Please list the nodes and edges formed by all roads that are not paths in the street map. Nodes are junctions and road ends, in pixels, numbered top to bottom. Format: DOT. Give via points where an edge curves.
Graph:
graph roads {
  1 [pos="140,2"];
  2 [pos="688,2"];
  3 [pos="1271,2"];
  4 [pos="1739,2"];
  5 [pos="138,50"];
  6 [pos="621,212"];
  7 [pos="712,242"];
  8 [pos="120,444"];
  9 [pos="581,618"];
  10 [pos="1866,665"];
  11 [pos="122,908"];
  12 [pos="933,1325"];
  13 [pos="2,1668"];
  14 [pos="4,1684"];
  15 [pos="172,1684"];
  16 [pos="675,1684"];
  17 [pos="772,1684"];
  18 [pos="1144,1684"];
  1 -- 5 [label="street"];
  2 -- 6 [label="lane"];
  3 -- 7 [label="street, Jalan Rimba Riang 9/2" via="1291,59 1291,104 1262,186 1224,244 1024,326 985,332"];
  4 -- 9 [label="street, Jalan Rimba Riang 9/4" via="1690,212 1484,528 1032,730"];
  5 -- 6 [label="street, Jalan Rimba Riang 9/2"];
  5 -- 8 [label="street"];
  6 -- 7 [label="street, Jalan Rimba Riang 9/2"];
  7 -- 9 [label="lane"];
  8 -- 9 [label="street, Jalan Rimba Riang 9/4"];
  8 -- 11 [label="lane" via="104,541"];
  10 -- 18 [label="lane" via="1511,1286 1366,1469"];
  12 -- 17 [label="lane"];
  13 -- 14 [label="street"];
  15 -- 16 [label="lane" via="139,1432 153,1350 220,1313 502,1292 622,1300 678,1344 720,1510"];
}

**Activity**
Return the records above in their entirety, exactly as they appear.

**Answer box**
Please list the nodes and edges formed by all roads that are not paths in the street map. Nodes are junctions and road ends, in pixels, numbered top to bottom. Format: DOT. Give via points where an edge curves.
Graph:
graph roads {
  1 [pos="140,2"];
  2 [pos="688,2"];
  3 [pos="1271,2"];
  4 [pos="1739,2"];
  5 [pos="138,50"];
  6 [pos="621,212"];
  7 [pos="712,242"];
  8 [pos="120,444"];
  9 [pos="581,618"];
  10 [pos="1866,665"];
  11 [pos="122,908"];
  12 [pos="933,1325"];
  13 [pos="2,1668"];
  14 [pos="4,1684"];
  15 [pos="172,1684"];
  16 [pos="675,1684"];
  17 [pos="772,1684"];
  18 [pos="1144,1684"];
  1 -- 5 [label="street"];
  2 -- 6 [label="lane"];
  3 -- 7 [label="street, Jalan Rimba Riang 9/2" via="1291,59 1291,104 1262,186 1224,244 1024,326 985,332"];
  4 -- 9 [label="street, Jalan Rimba Riang 9/4" via="1690,212 1484,528 1032,730"];
  5 -- 6 [label="street, Jalan Rimba Riang 9/2"];
  5 -- 8 [label="street"];
  6 -- 7 [label="street, Jalan Rimba Riang 9/2"];
  7 -- 9 [label="lane"];
  8 -- 9 [label="street, Jalan Rimba Riang 9/4"];
  8 -- 11 [label="lane" via="104,541"];
  10 -- 18 [label="lane" via="1511,1286 1366,1469"];
  12 -- 17 [label="lane"];
  13 -- 14 [label="street"];
  15 -- 16 [label="lane" via="139,1432 153,1350 220,1313 502,1292 622,1300 678,1344 720,1510"];
}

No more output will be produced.